RECORDS FOR THE EXERCISE START

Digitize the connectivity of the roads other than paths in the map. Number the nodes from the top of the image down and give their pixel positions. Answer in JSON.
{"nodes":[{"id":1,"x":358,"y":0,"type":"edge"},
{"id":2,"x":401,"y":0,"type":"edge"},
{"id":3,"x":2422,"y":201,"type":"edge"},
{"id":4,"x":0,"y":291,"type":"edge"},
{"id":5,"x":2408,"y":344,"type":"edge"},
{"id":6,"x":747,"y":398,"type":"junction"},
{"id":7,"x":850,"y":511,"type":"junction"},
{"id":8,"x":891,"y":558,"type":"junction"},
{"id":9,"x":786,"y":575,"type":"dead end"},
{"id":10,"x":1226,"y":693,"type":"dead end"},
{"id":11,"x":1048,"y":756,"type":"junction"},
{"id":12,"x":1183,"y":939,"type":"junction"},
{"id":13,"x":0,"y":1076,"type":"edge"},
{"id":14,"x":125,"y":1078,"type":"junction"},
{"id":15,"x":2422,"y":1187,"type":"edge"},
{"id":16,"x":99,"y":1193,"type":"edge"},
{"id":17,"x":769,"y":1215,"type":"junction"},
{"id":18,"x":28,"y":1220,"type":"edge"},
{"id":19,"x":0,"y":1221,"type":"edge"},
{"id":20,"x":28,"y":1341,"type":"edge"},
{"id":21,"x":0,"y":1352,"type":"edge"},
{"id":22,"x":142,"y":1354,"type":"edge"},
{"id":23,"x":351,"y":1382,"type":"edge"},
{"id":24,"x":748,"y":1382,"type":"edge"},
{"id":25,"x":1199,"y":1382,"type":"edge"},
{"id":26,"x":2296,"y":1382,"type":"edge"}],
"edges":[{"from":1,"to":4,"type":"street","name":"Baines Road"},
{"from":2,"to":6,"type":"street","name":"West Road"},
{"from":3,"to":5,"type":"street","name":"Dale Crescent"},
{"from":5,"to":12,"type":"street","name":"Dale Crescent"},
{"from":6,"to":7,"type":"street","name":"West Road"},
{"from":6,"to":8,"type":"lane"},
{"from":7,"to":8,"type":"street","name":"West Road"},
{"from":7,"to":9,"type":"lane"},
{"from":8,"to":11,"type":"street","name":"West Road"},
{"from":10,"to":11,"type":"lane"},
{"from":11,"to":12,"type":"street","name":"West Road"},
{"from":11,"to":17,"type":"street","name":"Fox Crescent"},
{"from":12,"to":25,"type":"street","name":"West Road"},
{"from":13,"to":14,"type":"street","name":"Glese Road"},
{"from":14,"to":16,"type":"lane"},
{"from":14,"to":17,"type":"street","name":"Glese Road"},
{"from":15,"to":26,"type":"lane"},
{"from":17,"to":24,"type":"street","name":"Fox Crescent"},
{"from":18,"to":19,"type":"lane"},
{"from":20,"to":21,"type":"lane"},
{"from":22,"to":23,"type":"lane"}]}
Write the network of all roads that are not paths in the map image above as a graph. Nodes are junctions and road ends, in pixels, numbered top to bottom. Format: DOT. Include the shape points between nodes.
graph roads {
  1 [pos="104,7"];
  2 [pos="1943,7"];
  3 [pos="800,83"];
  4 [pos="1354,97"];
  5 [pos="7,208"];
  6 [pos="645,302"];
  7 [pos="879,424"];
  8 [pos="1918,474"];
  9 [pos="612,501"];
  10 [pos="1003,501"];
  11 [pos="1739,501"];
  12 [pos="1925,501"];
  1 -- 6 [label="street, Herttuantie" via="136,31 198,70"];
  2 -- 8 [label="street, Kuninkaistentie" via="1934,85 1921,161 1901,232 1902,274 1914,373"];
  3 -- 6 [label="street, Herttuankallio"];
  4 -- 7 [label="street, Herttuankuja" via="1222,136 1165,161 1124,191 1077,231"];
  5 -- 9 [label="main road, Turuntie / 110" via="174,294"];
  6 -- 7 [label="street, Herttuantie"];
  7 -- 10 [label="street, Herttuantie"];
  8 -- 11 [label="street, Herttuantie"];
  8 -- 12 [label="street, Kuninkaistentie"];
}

RECORDS FOR THE EXERCISE END

PROBLEM DETAILS ::
An exact reproduction of the data is required. Leave nothing out.

ANSWER BOX ::
Digitize the connectivity of the roads other than paths in the map. Number the nodes from the top of the image down and give their pixel positions. Answer in JSON.
{"nodes":[{"id":1,"x":358,"y":0,"type":"edge"},
{"id":2,"x":401,"y":0,"type":"edge"},
{"id":3,"x":2422,"y":201,"type":"edge"},
{"id":4,"x":0,"y":291,"type":"edge"},
{"id":5,"x":2408,"y":344,"type":"edge"},
{"id":6,"x":747,"y":398,"type":"junction"},
{"id":7,"x":850,"y":511,"type":"junction"},
{"id":8,"x":891,"y":558,"type":"junction"},
{"id":9,"x":786,"y":575,"type":"dead end"},
{"id":10,"x":1226,"y":693,"type":"dead end"},
{"id":11,"x":1048,"y":756,"type":"junction"},
{"id":12,"x":1183,"y":939,"type":"junction"},
{"id":13,"x":0,"y":1076,"type":"edge"},
{"id":14,"x":125,"y":1078,"type":"junction"},
{"id":15,"x":2422,"y":1187,"type":"edge"},
{"id":16,"x":99,"y":1193,"type":"edge"},
{"id":17,"x":769,"y":1215,"type":"junction"},
{"id":18,"x":28,"y":1220,"type":"edge"},
{"id":19,"x":0,"y":1221,"type":"edge"},
{"id":20,"x":28,"y":1341,"type":"edge"},
{"id":21,"x":0,"y":1352,"type":"edge"},
{"id":22,"x":142,"y":1354,"type":"edge"},
{"id":23,"x":351,"y":1382,"type":"edge"},
{"id":24,"x":748,"y":1382,"type":"edge"},
{"id":25,"x":1199,"y":1382,"type":"edge"},
{"id":26,"x":2296,"y":1382,"type":"edge"}],
"edges":[{"from":1,"to":4,"type":"street","name":"Baines Road"},
{"from":2,"to":6,"type":"street","name":"West Road"},
{"from":3,"to":5,"type":"street","name":"Dale Crescent"},
{"from":5,"to":12,"type":"street","name":"Dale Crescent"},
{"from":6,"to":7,"type":"street","name":"West Road"},
{"from":6,"to":8,"type":"lane"},
{"from":7,"to":8,"type":"street","name":"West Road"},
{"from":7,"to":9,"type":"lane"},
{"from":8,"to":11,"type":"street","name":"West Road"},
{"from":10,"to":11,"type":"lane"},
{"from":11,"to":12,"type":"street","name":"West Road"},
{"from":11,"to":17,"type":"street","name":"Fox Crescent"},
{"from":12,"to":25,"type":"street","name":"West Road"},
{"from":13,"to":14,"type":"street","name":"Glese Road"},
{"from":14,"to":16,"type":"lane"},
{"from":14,"to":17,"type":"street","name":"Glese Road"},
{"from":15,"to":26,"type":"lane"},
{"from":17,"to":24,"type":"street","name":"Fox Crescent"},
{"from":18,"to":19,"type":"lane"},
{"from":20,"to":21,"type":"lane"},
{"from":22,"to":23,"type":"lane"}]}
Write the network of all roads that are not paths in the map image above as a graph. Nodes are junctions and road ends, in pixels, numbered top to bottom. Format: DOT. Include the shape points between nodes.
graph roads {
  1 [pos="104,7"];
  2 [pos="1943,7"];
  3 [pos="800,83"];
  4 [pos="1354,97"];
  5 [pos="7,208"];
  6 [pos="645,302"];
  7 [pos="879,424"];
  8 [pos="1918,474"];
  9 [pos="612,501"];
  10 [pos="1003,501"];
  11 [pos="1739,501"];
  12 [pos="1925,501"];
  1 -- 6 [label="street, Herttuantie" via="136,31 198,70"];
  2 -- 8 [label="street, Kuninkaistentie" via="1934,85 1921,161 1901,232 1902,274 1914,373"];
  3 -- 6 [label="street, Herttuankallio"];
  4 -- 7 [label="street, Herttuankuja" via="1222,136 1165,161 1124,191 1077,231"];
  5 -- 9 [label="main road, Turuntie / 110" via="174,294"];
  6 -- 7 [label="street, Herttuantie"];
  7 -- 10 [label="street, Herttuantie"];
  8 -- 11 [label="street, Herttuantie"];
  8 -- 12 [label="street, Kuninkaistentie"];
}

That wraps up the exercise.